Top albums of 2011, #4: So Beautiful or So What (2011), Paul Simon

This is one of two albums to make this year’s top ten that were actually released in 2011.  That’s pretty unusual for me, I am usually at least a few years behind the curve.  More typically for me, it’s the 2011 album by someone who’s been releasing records for more than half a century.  (Back in April, I wrote about this album’s stupid staggered release schedule.)

Paul Simon is a genus, it’s a simple as that.  If I don’t mention him as much as newer discoveries like Dar Williams and Richard Shindell, it’s because I have been so intimately familiar with his catalogue for so long that I’ve run out of new things to say about him that I haven’t already said many times to my friends.  His music covers an astonishing stylistic range, from the simplest three-chord blues through the most sophisticated jazz ballads, via every kind of folk music, a Broadway musical, a film soundtrack and of course the South African and South American-influenced music that younger fans (by which I mean people in their forties) are likely most familiar with.

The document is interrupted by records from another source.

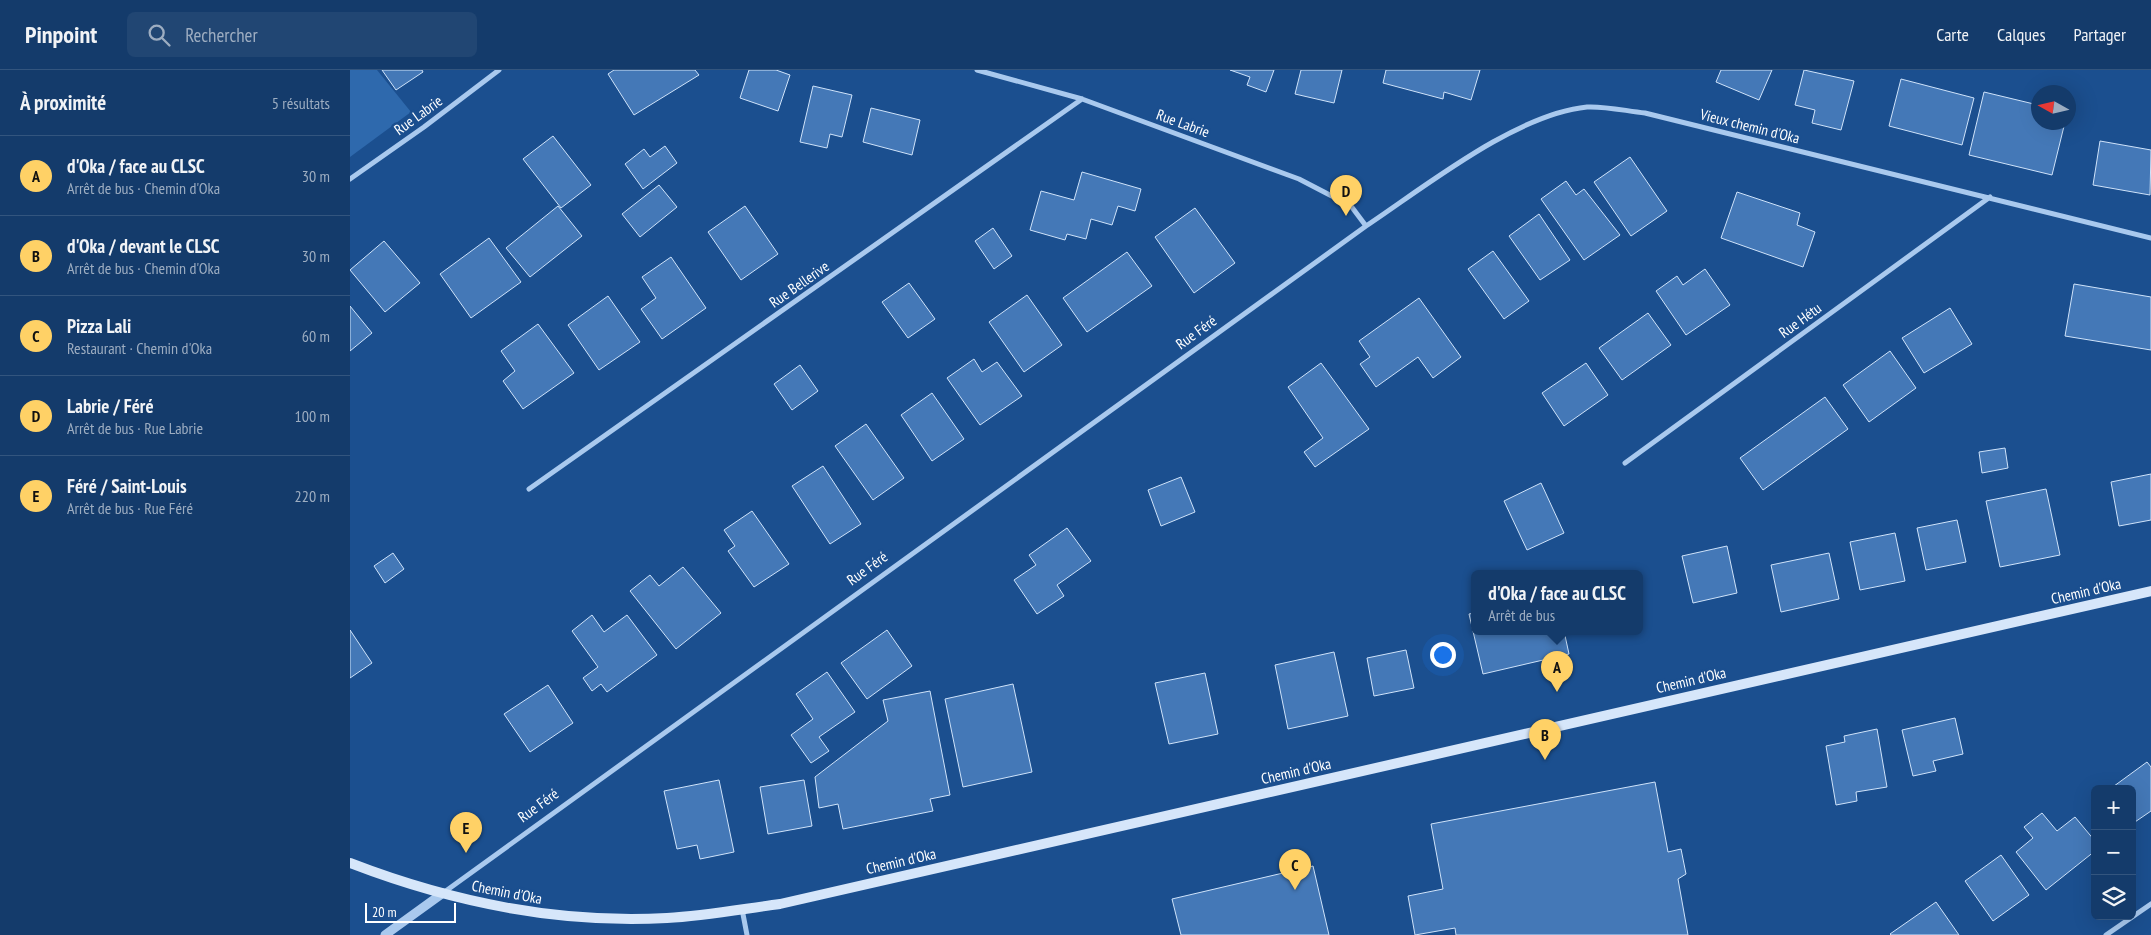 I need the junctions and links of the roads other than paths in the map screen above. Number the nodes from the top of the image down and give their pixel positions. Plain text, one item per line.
1 (499, 70) edge
2 (977, 70) edge
3 (1082, 100) junction
4 (350, 179) edge
5 (1990, 197) junction
6 (1366, 226) junction
7 (2151, 238) edge
8 (1625, 463) dead end
9 (530, 489) dead end
10 (2151, 592) edge
11 (350, 863) edge
12 (443, 893) junction
13 (2151, 904) edge
14 (742, 909) junction
15 (385, 935) edge
16 (747, 935) edge
17 (2106, 935) edge

1 - 4 street, Rue Labrie
2 - 3 street, Rue Labrie
3 - 6 street, Rue Labrie
3 - 9 street, Rue Bellerive
5 - 6 street, Vieux chemin d'Oka
5 - 7 street, Vieux chemin d'Oka
5 - 8 street, Rue Hétu
6 - 12 street, Rue Féré
10 - 14 main road, Chemin d'Oka
11 - 12 main road, Chemin d'Oka
12 - 14 main road, Chemin d'Oka
12 - 15 street, Rue Féré
13 - 17 street
14 - 16 street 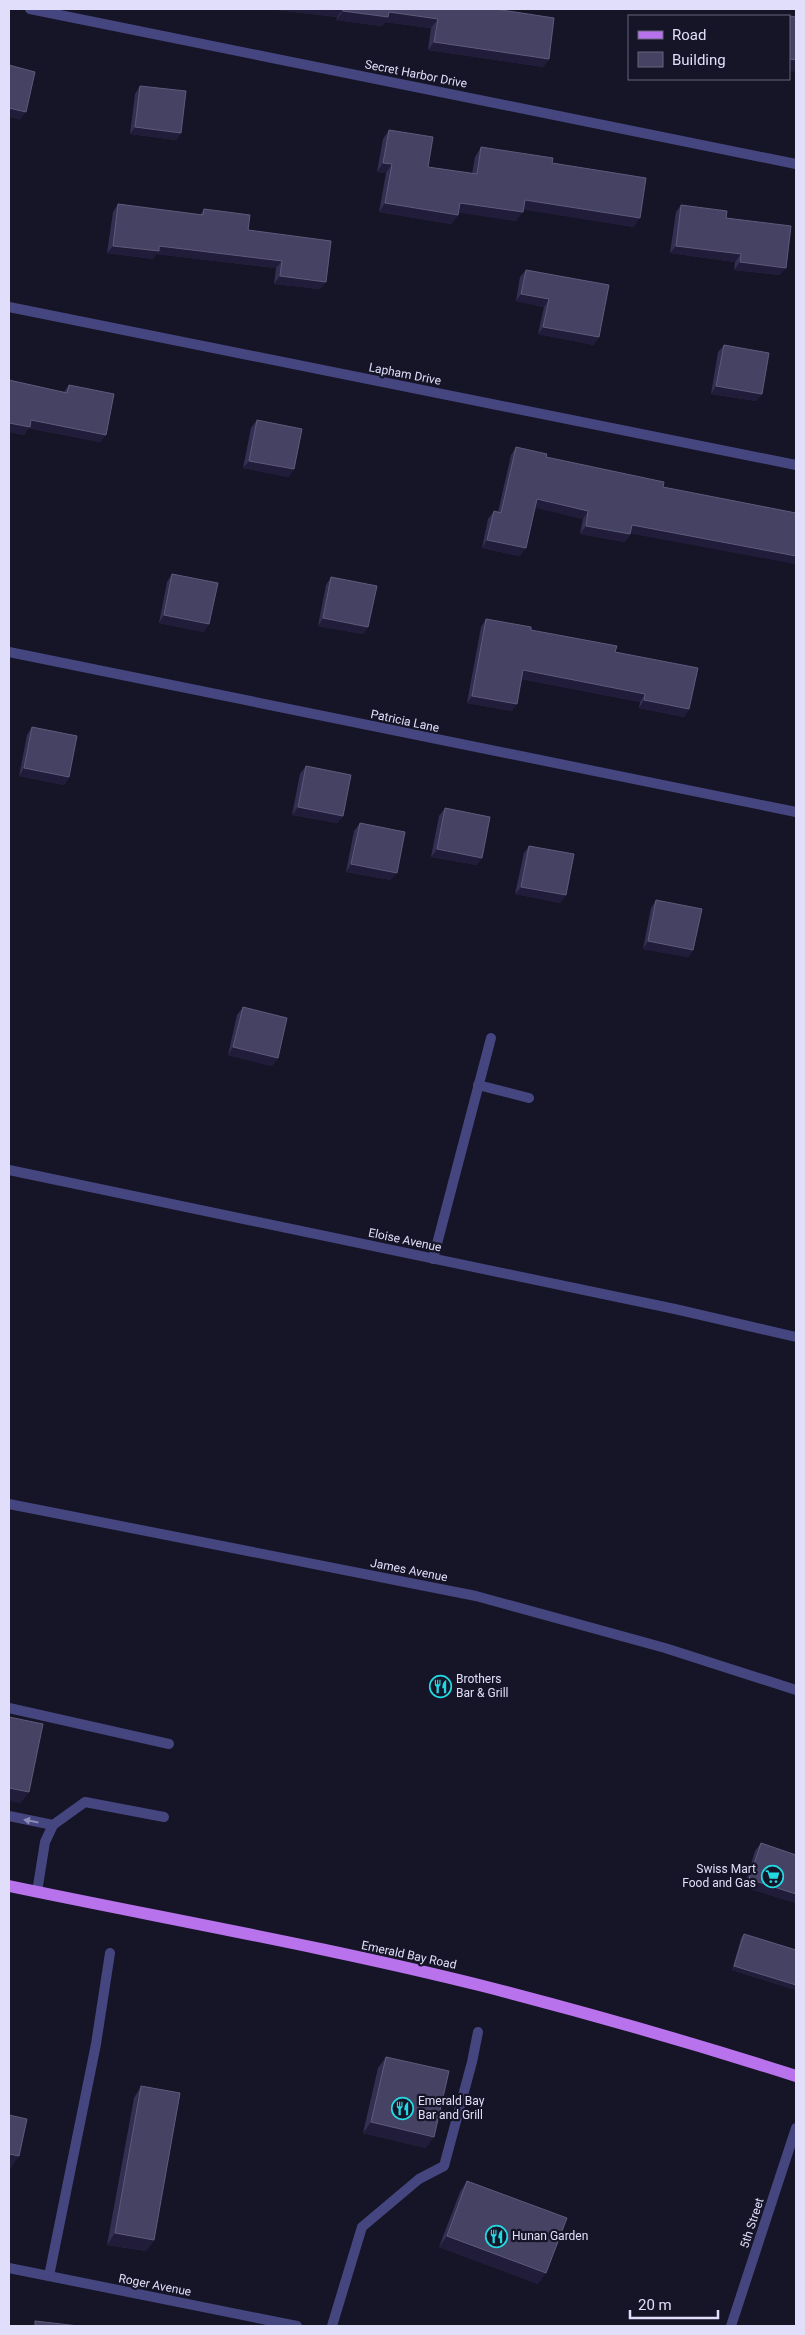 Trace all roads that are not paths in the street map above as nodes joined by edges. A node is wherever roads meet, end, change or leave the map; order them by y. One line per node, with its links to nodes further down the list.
1 (30, 9): 2 (street, Secret Harbor Drive)
2 (796, 164)
3 (9, 307): 4 (street, Lapham Drive)
4 (796, 465)
5 (9, 652): 6 (street, Patricia Lane)
6 (796, 812)
7 (491, 1038): 8 (street)
8 (478, 1085): 9 (street); 11 (street)
9 (529, 1098)
10 (9, 1170): 11 (street, Eloise Avenue)
11 (433, 1259): 12 (street, Eloise Avenue)
12 (796, 1337)
13 (9, 1504): 14 (street, James Avenue)
14 (796, 1690)
15 (9, 1708): 16 (street)
16 (169, 1744)
17 (9, 1816): 19 (street, one-way to 17)
18 (164, 1817): 19 (street)
19 (53, 1826): 21 (street)
20 (9, 1886): 21 (main road, Emerald Bay Road)
21 (37, 1892): 24 (main road, Emerald Bay Road)
22 (110, 1954): 27 (street)
23 (478, 2032): 29 (street)
24 (796, 2076)
25 (796, 2128): 30 (street, 5th Street)
26 (9, 2268): 27 (street, Roger Avenue)
27 (49, 2276): 28 (street, Roger Avenue)
28 (297, 2326)
29 (332, 2326)
30 (731, 2326)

Every new Paul Simon album is an occasion for rejoicing, and it’s to his credit that at the age of seventy he is still cranking them out (albeit less frequently than he did back in the 60s and 70s).  2011’s offering, So Beautiful or So What, offers ten very different songs.  They constitute a sequence of meditations on life, love, religion and philosophy, leading to the stark choice presented by the title track: two different ways to respond to the universe.

From an album that covers as much musical ground as this, it’s not really possible to choose any one song as representative.  The one I’ve picked out, Rewrite, uses the conceit of a man revising his novel’s manuscript as a metaphor for all the changes he wishes he could make to all the bad choices of his earlier life.  Typically for Simon, this is done with a light touch, against an idiosyncratic musical backdrop that somehow contrives to simultaneously be both sparse and rhythmically dense.